Lo que pasó a continuación era lo previsible: saludos, conversación casual y bastante insustancial, sonrisas amables, intercambio de teléfonos, hasta luego, hasta pronto. Guapa, ¿verdad? Me preguntó el taxista. Sí, muy guapa. Le respondí yo. Es arquitecta, ahí donde la ve. Muy inteligente. Una familia muy conservadora. Sin embargo, tanto ella como la hermana aparentan serlo para luego… ¿Para luego? Para luego ser justito lo contrario. ¿En serio? Totalmente, escríbale y lo comprobará. Si le ha gustado, y seguro que le ha gustado, en un par de citas, o tal vez menos, la tendrá ya en su dormitorio y no precisamente hablándole de arquitectura.

 

Tal como mi amigo el taxista me insistió, no tardé en escribir y quedar con ella. Muy simpática, aceptó mi propuesta y quedamos a cenar en una hamburguesería con ínfulas de la zona bonita de la ciudad. La conversación fue en todo momento educada y en ningún punto se desvió a posibles encuentros amorosos posteriores.

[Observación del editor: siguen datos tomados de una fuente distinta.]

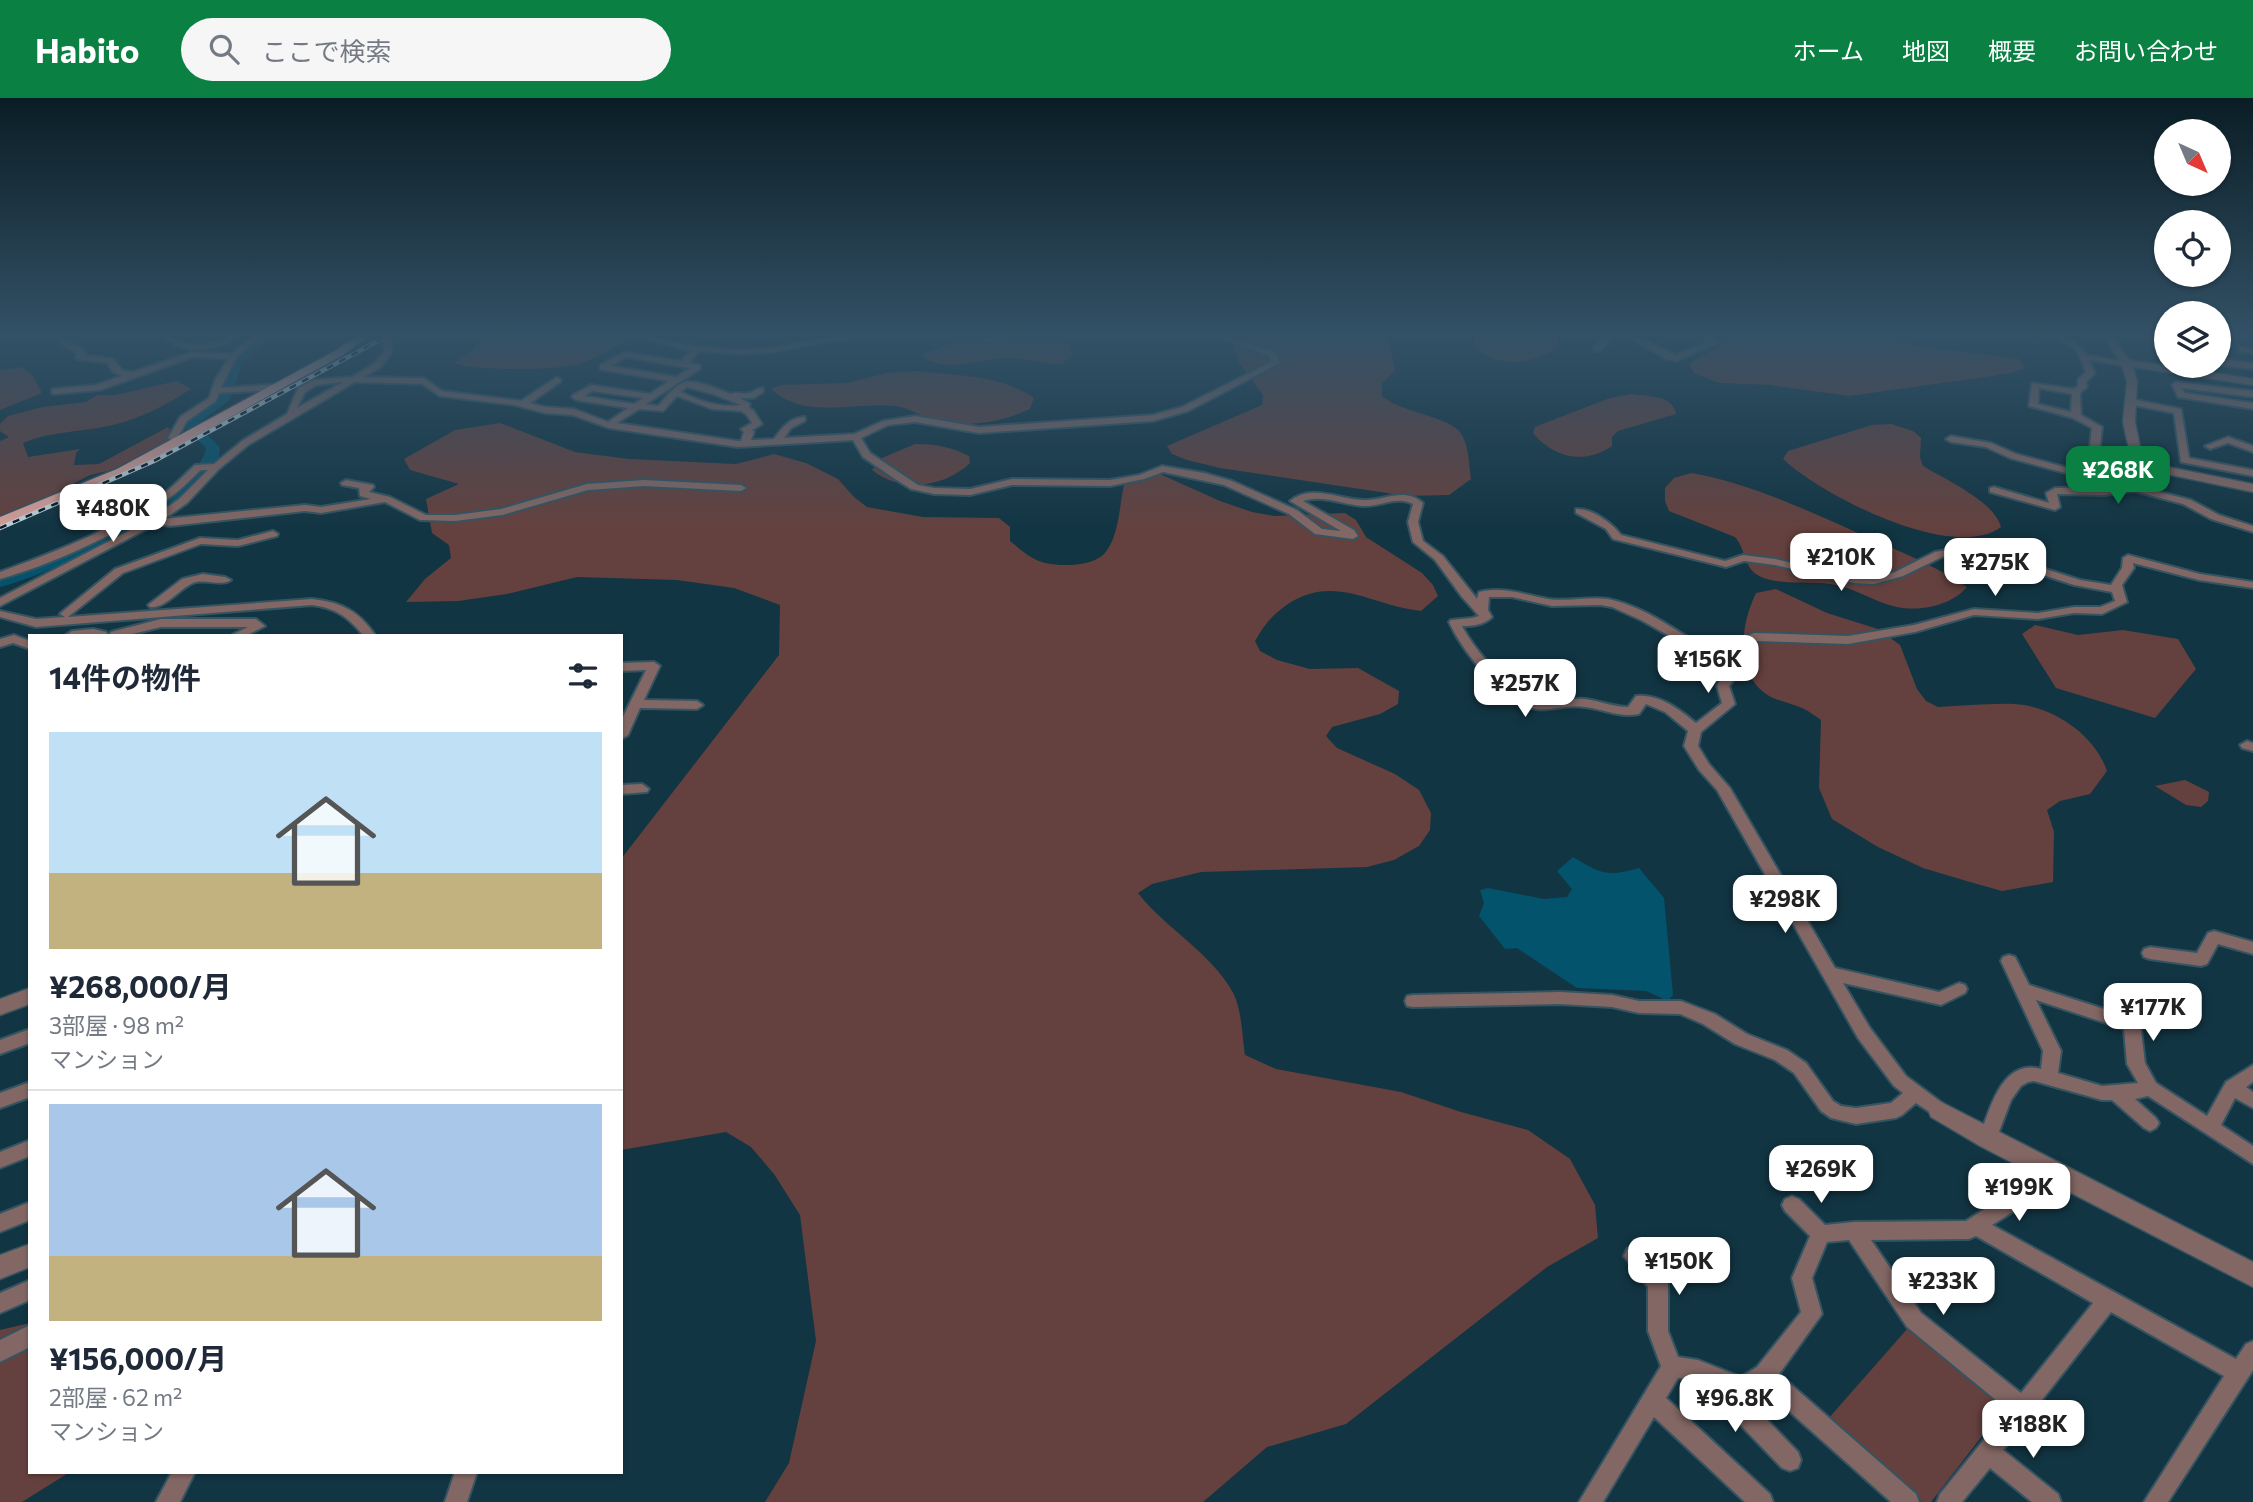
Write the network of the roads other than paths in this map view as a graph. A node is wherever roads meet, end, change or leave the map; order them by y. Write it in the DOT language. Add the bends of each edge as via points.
graph roads {
  1 [pos="212,400"];
  2 [pos="254,400"];
  3 [pos="297,400"];
  4 [pos="317,400"];
  5 [pos="465,400"];
  6 [pos="488,400"];
  7 [pos="529,400"];
  8 [pos="593,400"];
  9 [pos="648,400"];
  10 [pos="670,400"];
  11 [pos="691,400"];
  12 [pos="741,400"];
  13 [pos="1205,400"];
  14 [pos="2034,400"];
  15 [pos="2076,400"];
  16 [pos="2209,400"];
  17 [pos="2131,402"];
  18 [pos="523,404"];
  19 [pos="495,406"];
  20 [pos="637,406"];
  21 [pos="2253,406"];
  22 [pos="744,409"];
  23 [pos="291,413"];
  24 [pos="2076,416"];
  25 [pos="802,419"];
  26 [pos="609,425"];
  27 [pos="856,437"];
  28 [pos="182,439"];
  29 [pos="1951,439"];
  30 [pos="777,442"];
  31 [pos="745,444"];
  32 [pos="2210,446"];
  33 [pos="2253,449"];
  34 [pos="214,467"];
  35 [pos="2253,473"];
  36 [pos="2092,476"];
  37 [pos="346,483"];
  38 [pos="2128,487"];
  39 [pos="741,488"];
  40 [pos="2253,488"];
  41 [pos="1994,490"];
  42 [pos="386,499"];
  43 [pos="1580,511"];
  44 [pos="276,513"];
  45 [pos="154,521"];
  46 [pos="0,522"];
  47 [pos="2253,529"];
  48 [pos="273,534"];
  49 [pos="120,539"];
  50 [pos="77,543"];
  51 [pos="282,544"];
  52 [pos="2008,549"];
  53 [pos="0,576"];
  54 [pos="226,580"];
  55 [pos="2086,584"];
  56 [pos="2253,585"];
  57 [pos="2116,589"];
  58 [pos="249,597"];
  59 [pos="0,603"];
  60 [pos="154,605"];
  61 [pos="1482,610"];
  62 [pos="0,614"];
  63 [pos="66,614"];
  64 [pos="48,622"];
  65 [pos="61,634"];
  66 [pos="119,634"];
  67 [pos="240,634"];
  68 [pos="368,634"];
  69 [pos="0,643"];
  70 [pos="28,644"];
  71 [pos="1731,666"];
  72 [pos="623,667"];
  73 [pos="635,704"];
  74 [pos="697,705"];
  75 [pos="1695,730"];
  76 [pos="623,731"];
  77 [pos="642,789"];
  78 [pos="623,790"];
  79 [pos="2253,948"];
  80 [pos="2150,953"];
  81 [pos="2009,961"];
  82 [pos="1828,973"];
  83 [pos="1959,989"];
  84 [pos="2025,990"];
  85 [pos="28,997"];
  86 [pos="1413,1001"];
  87 [pos="2130,1006"];
  88 [pos="0,1007"];
  89 [pos="2132,1026"];
  90 [pos="28,1037"];
  91 [pos="0,1047"];
  92 [pos="2253,1072"];
  93 [pos="2049,1077"];
  94 [pos="2232,1087"];
  95 [pos="2150,1088"];
  96 [pos="28,1090"];
  97 [pos="1915,1093"];
  98 [pos="2117,1094"];
  99 [pos="0,1101"];
  100 [pos="2253,1101"];
  101 [pos="1940,1110"];
  102 [pos="2150,1123"];
  103 [pos="2210,1128"];
  104 [pos="1988,1139"];
  105 [pos="28,1149"];
  106 [pos="2253,1156"];
  107 [pos="0,1160"];
  108 [pos="2039,1165"];
  109 [pos="1793,1205"];
  110 [pos="28,1212"];
  111 [pos="0,1223"];
  112 [pos="1977,1227"];
  113 [pos="1854,1231"];
  114 [pos="1822,1234"];
  115 [pos="1634,1255"];
  116 [pos="28,1256"];
  117 [pos="0,1267"];
  118 [pos="2253,1275"];
  119 [pos="28,1291"];
  120 [pos="2109,1299"];
  121 [pos="0,1303"];
  122 [pos="28,1336"];
  123 [pos="2253,1351"];
  124 [pos="0,1352"];
  125 [pos="1671,1368"];
  126 [pos="2238,1372"];
  127 [pos="1765,1375"];
  128 [pos="1742,1388"];
  129 [pos="1652,1400"];
  130 [pos="2024,1409"];
  131 [pos="1988,1452"];
  132 [pos="1790,1460"];
  133 [pos="183,1474"];
  134 [pos="465,1474"];
  135 [pos="1756,1500"];
  136 [pos="167,1502"];
  137 [pos="456,1502"];
  138 [pos="1590,1502"];
  139 [pos="1908,1502"];
  140 [pos="1948,1502"];
  141 [pos="2050,1502"];
  142 [pos="2155,1502"];
  1 -- 28 [label="street" via="183,418 173,438"];
  2 -- 28 [label="main road"];
  3 -- 23 [label="street"];
  4 -- 23 [label="street"];
  5 -- 19 [label="street"];
  6 -- 18 [label="street"];
  7 -- 18 [label="street"];
  8 -- 20 [label="street"];
  9 -- 20 [label="street"];
  10 -- 20 [label="street" via="660,409"];
  11 -- 22 [label="street"];
  12 -- 22 [label="street" via="747,406"];
  13 -- 27 [label="street" via="1153,418 979,430 915,419 886,423"];
  14 -- 24 [label="street" via="2033,406"];
  15 -- 24 [label="street"];
  16 -- 21 [label="street"];
  17 -- 35 [label="street" via="2178,411 2184,460"];
  17 -- 40 [label="street" via="2129,422 2137,464"];
  18 -- 26 [label="street" via="574,412"];
  20 -- 26 [label="street"];
  22 -- 31 [label="street" via="757,424 746,429"];
  23 -- 34 [label="street"];
  24 -- 36 [label="street" via="2096,427"];
  25 -- 30 [label="street" via="788,426"];
  26 -- 31 [label="street"];
  27 -- 30 [label="street"];
  27 -- 61 [label="street" via="866,455 898,477 915,487 950,494 1012,482 1110,483 1162,469 1228,483 1293,512 1319,532 1353,536 1295,500 1321,496 1372,503 1398,496 1411,498 1418,503 1413,522 1419,541"];
  28 -- 46 [label="main road" via="121,471"];
  29 -- 36 [label="street"];
  30 -- 31 [label="street"];
  32 -- 33 [label="street" via="2228,440"];
  34 -- 45 [label="street" via="183,501"];
  34 -- 50 [label="street" via="198,467 150,506"];
  36 -- 38 [label="street"];
  37 -- 42 [label="street" via="369,487 364,494"];
  38 -- 41 [label="street" via="2105,492 2055,491 2051,493 2055,507"];
  38 -- 47 [label="street" via="2188,502"];
  39 -- 42 [label="street" via="644,483 587,487 502,512 455,518 424,518"];
  42 -- 44 [label="street"];
  43 -- 55 [label="street" via="1610,527 1617,537 1726,564 1743,558 1874,581 1954,552"];
  44 -- 45 [label="street"];
  44 -- 48 [label="street"];
  45 -- 49 [label="street"];
  48 -- 51 [label="street"];
  48 -- 63 [label="street" via="238,543 200,541 138,563 119,571"];
  49 -- 50 [label="street"];
  49 -- 59 [label="street"];
  50 -- 53 [label="street"];
  52 -- 55 [label="street"];
  54 -- 60 [label="street" via="209,575 192,578"];
  55 -- 57 [label="street"];
  56 -- 57 [label="street" via="2127,558 2128,568"];
  57 -- 71 [label="street" via="2121,602 2102,611 2038,616 1974,612 1848,640 1754,637 1740,643"];
  58 -- 60 [label="street"];
  60 -- 63 [label="street"];
  61 -- 71 [label="street" via="1483,594 1507,591 1553,604 1616,604"];
  61 -- 75 [label="street" via="1486,617 1455,622 1458,634 1517,697 1532,704 1583,702 1624,712 1634,711 1640,699 1650,699"];
  62 -- 64 [label="street"];
  63 -- 64 [label="street"];
  64 -- 65 [label="street" via="61,629"];
  64 -- 68 [label="street" via="312,602 337,604"];
  66 -- 67 [label="street" via="161,623 259,626"];
  69 -- 70 [label="street" via="14,639"];
  71 -- 75 [label="street" via="1723,686 1729,704"];
  72 -- 73 [label="street" via="654,666"];
  73 -- 74 [label="street"];
  73 -- 76 [label="street"];
  75 -- 82 [label="street" via="1691,747 1723,788"];
  77 -- 78 [label="street"];
  79 -- 80 [label="street" via="2214,937 2200,960"];
  81 -- 84 [label="street"];
  82 -- 83 [label="street" via="1941,999"];
  82 -- 97 [label="street" via="1882,1060"];
  84 -- 89 [label="street"];
  84 -- 93 [label="street" via="2052,1051"];
  85 -- 88 [label="street"];
  86 -- 97 [label="street" via="1560,998 1681,1008 1781,1055 1800,1068 1826,1106 1837,1113 1856,1116 1896,1110"];
  87 -- 89 [label="street"];
  89 -- 95 [label="street" via="2136,1064"];
  90 -- 91 [label="street"];
  92 -- 94 [label="street"];
  93 -- 98 [label="street" via="2089,1091"];
  93 -- 104 [label="street" via="2023,1074 2015,1079"];
  94 -- 100 [label="street"];
  94 -- 103 [label="street"];
  95 -- 98 [label="street"];
  95 -- 103 [label="street"];
  96 -- 99 [label="street"];
  97 -- 101 [label="street"];
  98 -- 102 [label="street"];
  101 -- 104 [label="street"];
  103 -- 106 [label="street"];
  104 -- 108 [label="street"];
  105 -- 107 [label="street"];
  108 -- 112 [label="street" via="2026,1193"];
  108 -- 118 [label="street"];
  109 -- 114 [label="street"];
  110 -- 111 [label="street"];
  112 -- 113 [label="street"];
  112 -- 120 [label="street"];
  113 -- 114 [label="street"];
  113 -- 130 [label="street" via="1914,1320"];
  114 -- 127 [label="street" via="1802,1278 1812,1314"];
  115 -- 125 [label="street" via="1658,1284 1658,1331"];
  116 -- 117 [label="street"];
  119 -- 121 [label="street"];
  120 -- 126 [label="street"];
  120 -- 130 [label="street"];
  122 -- 124 [label="street"];
  123 -- 126 [label="street"];
  125 -- 128 [label="street" via="1684,1367"];
  125 -- 129 [label="street"];
  126 -- 142 [label="street"];
  127 -- 128 [label="street"];
  127 -- 139 [label="street"];
  128 -- 132 [label="street" via="1738,1406"];
  129 -- 135 [label="street"];
  129 -- 138 [label="street"];
  130 -- 131 [label="street"];
  131 -- 140 [label="street"];
  131 -- 141 [label="street"];
  133 -- 136 [label="street"];
  134 -- 137 [label="street"];
}
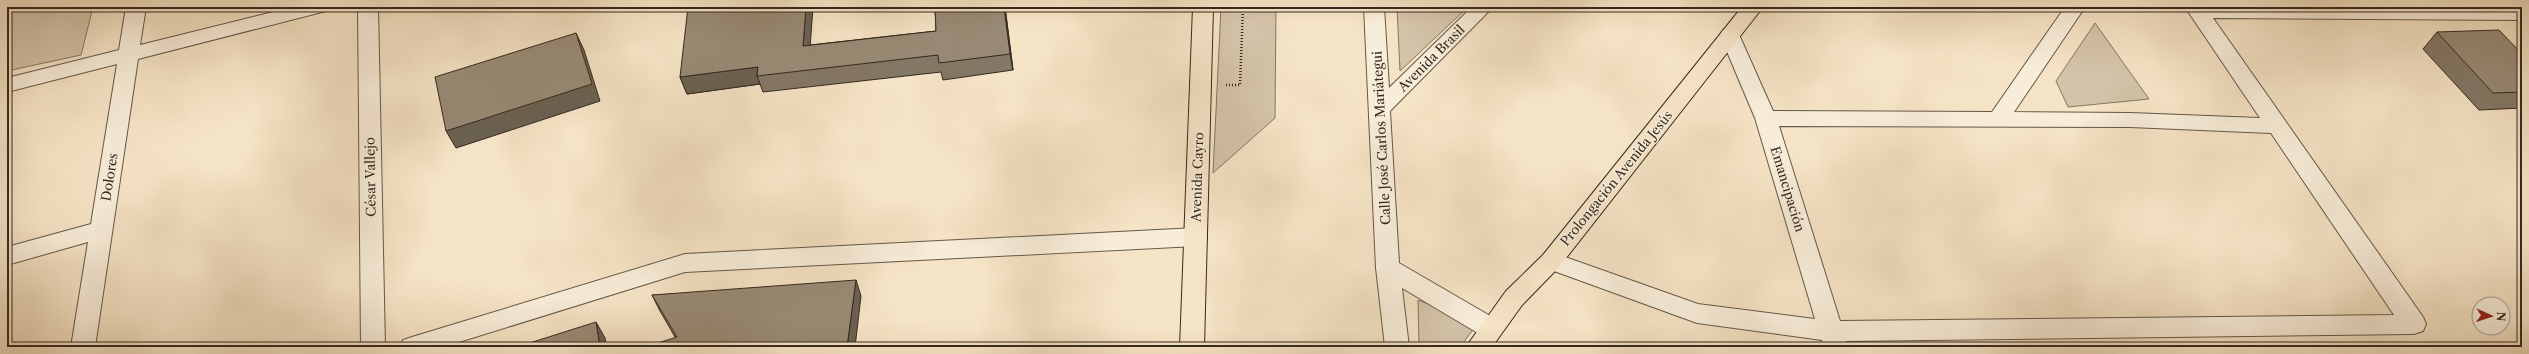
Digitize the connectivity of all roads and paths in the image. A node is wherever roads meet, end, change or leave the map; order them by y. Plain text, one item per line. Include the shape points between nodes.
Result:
1 (136, 7) edge
2 (319, 7) edge
3 (368, 7) edge
4 (1204, 7) edge
5 (1243, 7) edge
6 (1374, 7) edge
7 (1482, 7) edge
8 (1753, 7) edge
9 (2075, 7) edge
10 (2197, 9) edge
11 (2522, 14) edge
12 (1730, 35) junction
13 (128, 56) junction
14 (7, 85) edge
15 (1225, 85) dead end
16 (1380, 109) junction
17 (1766, 118) junction
18 (1998, 119) junction
19 (2277, 126) junction
20 (101, 230) junction
21 (1196, 238) junction
22 (7, 256) edge
23 (1550, 261) junction
24 (1388, 268) junction
25 (1490, 328) junction
26 (1833, 339) edge
27 (83, 347) edge
28 (373, 347) edge
29 (412, 347) edge
30 (1192, 347) edge
31 (1397, 347) edge
32 (1478, 347) edge

1 - 13 street, Dolores
2 - 13 street
3 - 28 street, César Vallejo
4 - 21 main road, Avenida Cayro
5 - 15 path via 1240,85
6 - 16 street, Calle José Carlos Mariátegui
7 - 16 street, Avenida Brasil
8 - 12 main road, Prolongación Avenida Jesús
9 - 18 street
10 - 11 street
10 - 19 street
12 - 17 street, Emancipación
12 - 23 main road, Prolongación Avenida Jesús
13 - 14 street
13 - 20 street, Dolores
16 - 24 street, Calle José Carlos Mariátegui
17 - 18 street
17 - 26 street, Emancipación
18 - 19 street via 2130,120
19 - 26 street via 2414,324
20 - 22 street
20 - 27 street, Dolores
21 - 29 street via 685,263
21 - 30 main road, Avenida Cayro
23 - 25 main road, Prolongación Avenida Jesús
23 - 26 street via 1697,313
24 - 25 street
24 - 31 street, Calle José Carlos Mariátegui
25 - 32 main road, Prolongación Avenida Jesús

De hecho, cuando la dejé en otro taxi y volví para mi casa, al entrar en mi dormitorio no paraba de pensar este taxista es un exagerado, la muchacha no es tan lanzada como él me dijo, el tipo me llenó la cabeza de cosas que nada tienen que ver con la realidad. Justo en el momento en que mi mente se perdía en dichas ideas escuché el doble pitidito que indicaba que me acababa de llegar un mensaje de texto. Al abrirlo vi que era de ella. Y no era texto, era una foto. Un primer plano de su sexo abierto y empapado y unas breves palabras: así me dejaste hoy.

 

-Quizá ese taxista sí tenía razón…

 

Al día siguiente vino a mi apartamento y todo lo que tenía que pasar pasó. Después de eso un par de noches más lo mismo. Y tras tres o cuatro encuentros de esa índole, nada. Desapareció de mi vida durante varios meses. ¿Ha sabido algo de ella? Le preguntaba yo al taxista. Sí, claro. Sigo llevándola de aquí para allá. Ha empezado a salir con un chico. Lo ha presentado en su casa. Se podría decir que son novios. Pero usted conoce a la muchacha. Ella sigue teniendo sus historias de perfil bajo sin que lo sepa su familia, ni mucho menos el muchacho. Yo lo sé porque soy yo el que la llevo a ellas.

 

Una tarde, unos tres meses después, me llamó. ¿Cómo estás? Bien, leyendo y tomando un café en una cafetería debajo de mi apartamento. ¿Quieres que nos veamos? Me preguntó. ¿Cuándo? ¿Ahora? Le dije yo. Sí, ahora, si tú quieres. En una hora o así, el tiempo de bañarme, vestirme e ir donde me digas. Bueno, pues ven a mi casa. No, a tu casa no. Necesito poder dar un motivo razonable a mi familia para volver tarde en la noche. Entonces, ¿te parece mejor si nos vemos en un hotel? Sí, un hotel me permite inventarme algún acto, una cena de amigos, alguna cosa. ¿En dos horas en el hotel tal? Perfecto. Allí nos vemos. Y allí nos vimos. Yo fui vestido con normalidad. Unos jeans y una camisa. Ella llegó con un traje de noche espectacular. Totalmente fuera de contexto en una recepción de hotel que, un domingo por la noche, estaba por completo vacía. Precioso vestido, le dije yo. Sí…, me lo regaló mi novio hace un par de semanas. Como ya te dije, he tenido que inventarme una cena de empresa para poder salir de casa.

 

Subimos a la habitación y durante dos horas, y sin su vestido de puesta de largo, disfrutamos sin freno el uno de la otra y la otra del uno. A continuación, me dijo que se iba y, sin apenas tiempo para nada más que darme un beso en la mejilla, se fue dejándome aun desnudo en la cama del hotel. No diré que sintiéndome usado, pero sí bastante agotado, porque ese día unas pocas horas antes ya había estado con otra amiga protagonista de un capítulo anterior de esta historia. A partir de ese momento, le pierdo la pista. No sé más de ella y, si he de ser sincero, tampoco me intereso mucho más por ella. Muchacha linda (metro sesenta y cinco, pelo negro, piel blanca, delgadita de suaves curvas, de expresión tímida y brillo de perpetua travesura en los de ojos…) y de alma lo suficientemente libre como para que cualquiera sensato se diera cuenta que no tenía sentido ir tras ella. Las hay que vinieron para quedarse y las que antes de terminar de llegar ya se estaban yendo. Cada cual es como es y pretender que alguien sea lo que no es no lleva más que al fracaso y de allí a la melancolía. Una relación de amor cualquiera. Una ilusión frustrada. Una tarde lluviosa de martes a las cinco de la tarde.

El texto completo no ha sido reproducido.